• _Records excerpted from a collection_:
========================================

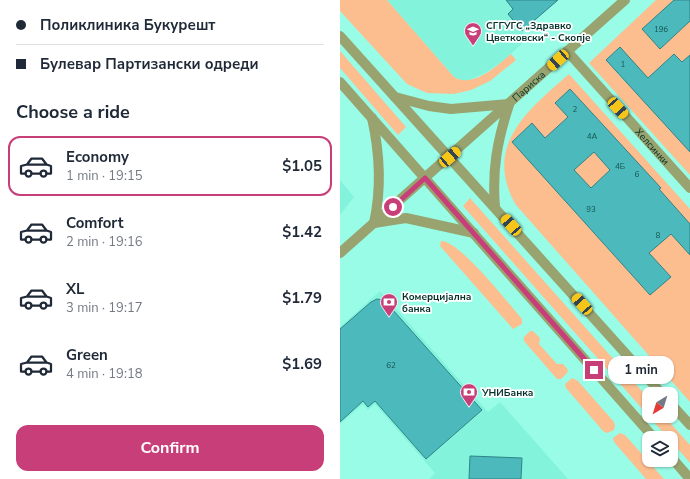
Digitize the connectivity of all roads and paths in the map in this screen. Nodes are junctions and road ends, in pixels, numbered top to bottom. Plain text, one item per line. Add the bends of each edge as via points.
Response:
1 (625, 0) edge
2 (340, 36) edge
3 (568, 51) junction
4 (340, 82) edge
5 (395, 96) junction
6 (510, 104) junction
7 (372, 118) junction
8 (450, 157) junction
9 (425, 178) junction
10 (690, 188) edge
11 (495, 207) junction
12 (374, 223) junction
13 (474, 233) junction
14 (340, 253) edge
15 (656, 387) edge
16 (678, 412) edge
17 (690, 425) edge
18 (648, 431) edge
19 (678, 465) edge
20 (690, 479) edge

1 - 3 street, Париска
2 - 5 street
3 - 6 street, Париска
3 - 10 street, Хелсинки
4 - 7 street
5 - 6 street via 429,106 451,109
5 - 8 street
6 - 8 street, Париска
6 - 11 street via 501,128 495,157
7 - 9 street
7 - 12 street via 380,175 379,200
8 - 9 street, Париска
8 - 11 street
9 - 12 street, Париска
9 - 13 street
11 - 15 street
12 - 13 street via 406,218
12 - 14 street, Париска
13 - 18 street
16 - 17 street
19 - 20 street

========================================

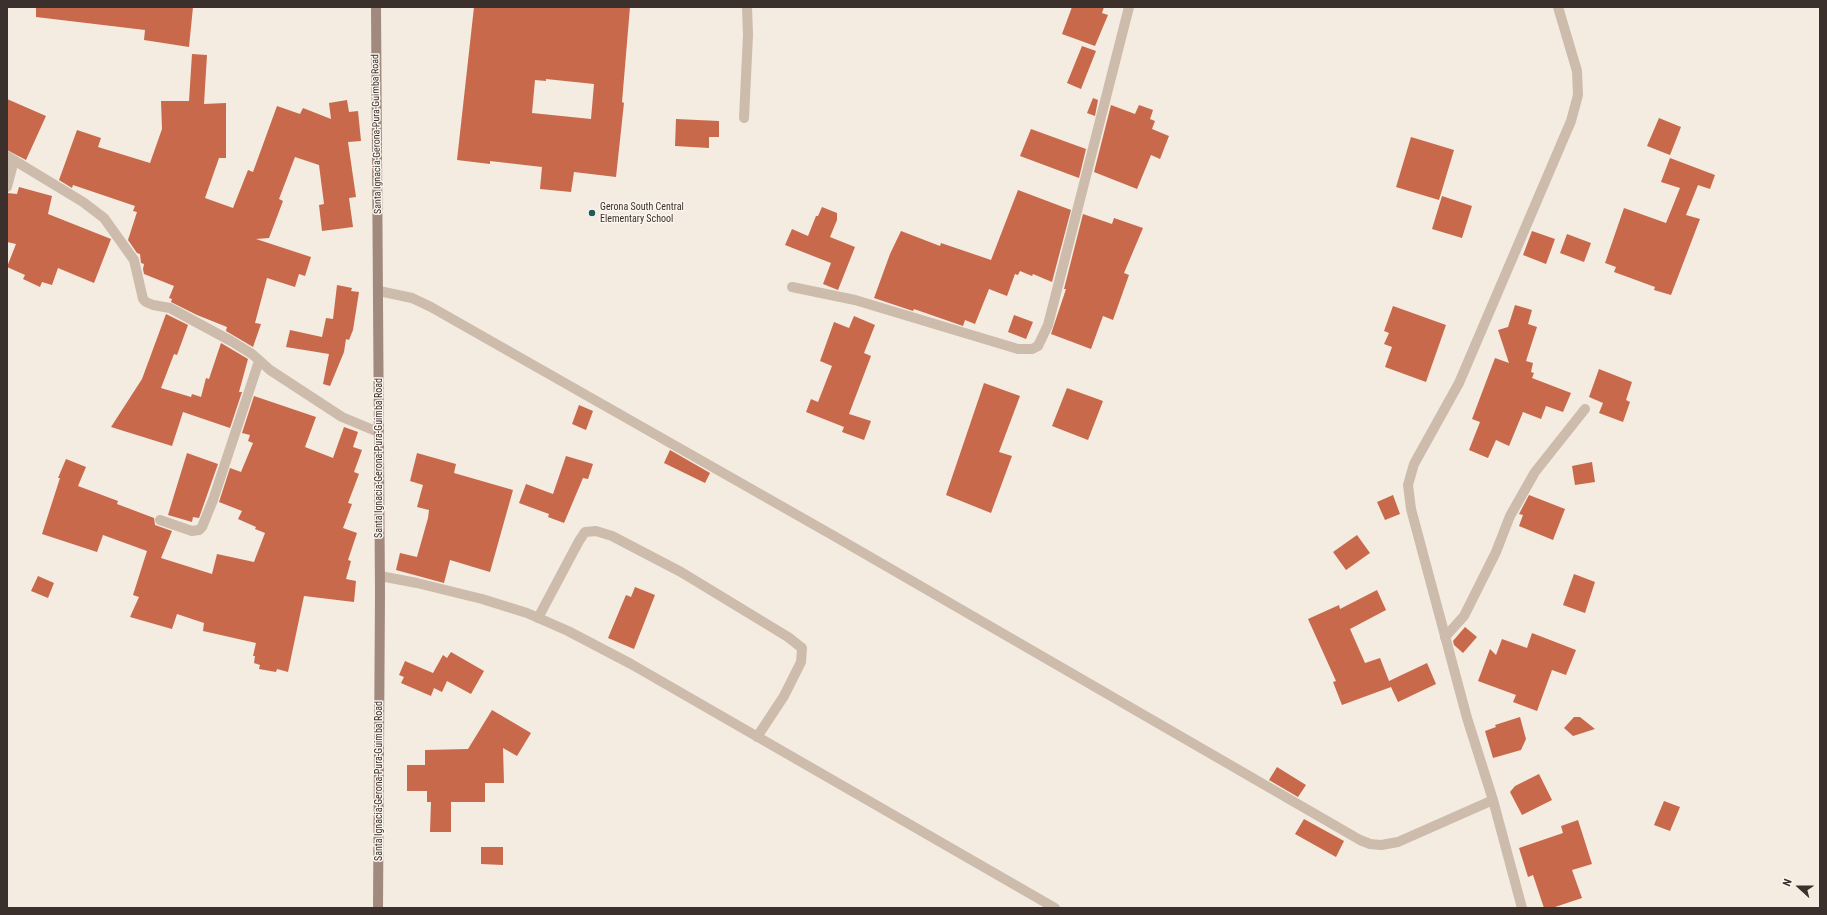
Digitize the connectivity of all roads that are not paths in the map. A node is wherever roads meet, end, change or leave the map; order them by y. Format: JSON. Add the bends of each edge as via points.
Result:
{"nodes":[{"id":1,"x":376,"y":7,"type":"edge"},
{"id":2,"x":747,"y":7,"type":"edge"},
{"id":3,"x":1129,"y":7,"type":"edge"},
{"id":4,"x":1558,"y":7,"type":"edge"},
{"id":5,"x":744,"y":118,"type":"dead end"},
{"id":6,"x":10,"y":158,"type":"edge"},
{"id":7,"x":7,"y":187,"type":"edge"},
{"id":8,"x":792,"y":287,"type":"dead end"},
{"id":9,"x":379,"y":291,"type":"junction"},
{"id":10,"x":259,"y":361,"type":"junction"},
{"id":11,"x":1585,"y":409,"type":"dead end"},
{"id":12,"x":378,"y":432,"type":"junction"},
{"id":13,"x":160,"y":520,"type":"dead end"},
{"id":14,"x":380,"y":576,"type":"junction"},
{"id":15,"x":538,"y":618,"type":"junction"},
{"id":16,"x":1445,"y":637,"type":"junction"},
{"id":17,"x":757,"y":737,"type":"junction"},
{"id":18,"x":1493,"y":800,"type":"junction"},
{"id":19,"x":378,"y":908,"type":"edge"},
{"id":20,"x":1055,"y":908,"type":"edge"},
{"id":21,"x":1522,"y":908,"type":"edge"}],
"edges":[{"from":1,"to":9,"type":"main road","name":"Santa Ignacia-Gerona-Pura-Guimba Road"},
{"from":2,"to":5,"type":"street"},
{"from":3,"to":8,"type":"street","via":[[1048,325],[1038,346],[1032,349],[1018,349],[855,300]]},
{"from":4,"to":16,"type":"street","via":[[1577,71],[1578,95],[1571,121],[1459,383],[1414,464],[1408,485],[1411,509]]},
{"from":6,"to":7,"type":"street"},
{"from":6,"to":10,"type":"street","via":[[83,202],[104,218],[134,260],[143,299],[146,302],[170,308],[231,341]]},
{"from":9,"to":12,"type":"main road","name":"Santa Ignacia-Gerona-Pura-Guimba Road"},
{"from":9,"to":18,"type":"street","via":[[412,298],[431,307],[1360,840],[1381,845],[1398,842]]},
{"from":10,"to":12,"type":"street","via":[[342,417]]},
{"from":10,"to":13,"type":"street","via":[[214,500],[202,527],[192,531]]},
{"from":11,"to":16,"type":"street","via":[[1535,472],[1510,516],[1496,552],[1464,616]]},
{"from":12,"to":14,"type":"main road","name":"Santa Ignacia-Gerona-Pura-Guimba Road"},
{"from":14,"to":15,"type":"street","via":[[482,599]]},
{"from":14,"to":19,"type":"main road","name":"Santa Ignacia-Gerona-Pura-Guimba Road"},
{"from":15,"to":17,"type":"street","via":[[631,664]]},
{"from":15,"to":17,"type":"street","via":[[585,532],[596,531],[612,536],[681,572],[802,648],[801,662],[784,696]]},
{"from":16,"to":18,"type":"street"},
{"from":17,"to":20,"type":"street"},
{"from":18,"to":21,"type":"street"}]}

========================================

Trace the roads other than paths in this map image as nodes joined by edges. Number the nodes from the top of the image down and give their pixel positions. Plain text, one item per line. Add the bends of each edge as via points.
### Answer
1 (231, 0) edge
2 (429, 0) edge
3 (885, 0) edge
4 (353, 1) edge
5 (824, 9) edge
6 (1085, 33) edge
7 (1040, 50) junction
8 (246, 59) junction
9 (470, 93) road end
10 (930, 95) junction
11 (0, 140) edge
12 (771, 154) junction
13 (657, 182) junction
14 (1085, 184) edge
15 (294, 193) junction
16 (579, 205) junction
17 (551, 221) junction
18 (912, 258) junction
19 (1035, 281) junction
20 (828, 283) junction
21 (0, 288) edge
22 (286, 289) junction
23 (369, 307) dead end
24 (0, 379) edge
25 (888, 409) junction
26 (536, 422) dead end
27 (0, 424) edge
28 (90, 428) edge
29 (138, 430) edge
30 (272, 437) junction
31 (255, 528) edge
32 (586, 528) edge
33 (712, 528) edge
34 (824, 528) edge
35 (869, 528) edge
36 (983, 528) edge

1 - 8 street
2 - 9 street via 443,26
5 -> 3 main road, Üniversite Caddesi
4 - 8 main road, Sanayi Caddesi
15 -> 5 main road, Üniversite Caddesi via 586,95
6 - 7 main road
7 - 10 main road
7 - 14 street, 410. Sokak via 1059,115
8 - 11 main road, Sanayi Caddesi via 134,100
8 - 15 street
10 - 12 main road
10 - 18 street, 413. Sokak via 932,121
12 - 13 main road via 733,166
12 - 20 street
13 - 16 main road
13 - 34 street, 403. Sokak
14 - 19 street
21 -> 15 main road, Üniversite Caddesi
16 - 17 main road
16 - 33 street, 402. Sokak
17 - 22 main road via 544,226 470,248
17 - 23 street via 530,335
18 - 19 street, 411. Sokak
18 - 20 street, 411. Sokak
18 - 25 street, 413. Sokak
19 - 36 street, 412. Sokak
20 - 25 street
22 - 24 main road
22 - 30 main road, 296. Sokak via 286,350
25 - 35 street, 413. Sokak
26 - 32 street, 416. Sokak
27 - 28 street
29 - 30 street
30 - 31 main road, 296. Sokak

========================================

• _Required action_:
For every line of the data above that contains "each", copy that line.

• _Exercise solution_:
Digitize the connectivity of all roads and paths in the map in this screen. Nodes are junctions and road ends, in pixels, numbered top to bottom. Plain text, one item per line. Add the bends of each edge as via points.
Digitize the connectivity of all roads that are not paths in the map. A node is wherever roads meet, end, change or leave the map; order them by y. Format: JSON. Add the bends of each edge as via points.
Trace the roads other than paths in this map image as nodes joined by edges. Number the nodes from the top of the image down and give their pixel positions. Plain text, one item per line. Add the bends of each edge as via points.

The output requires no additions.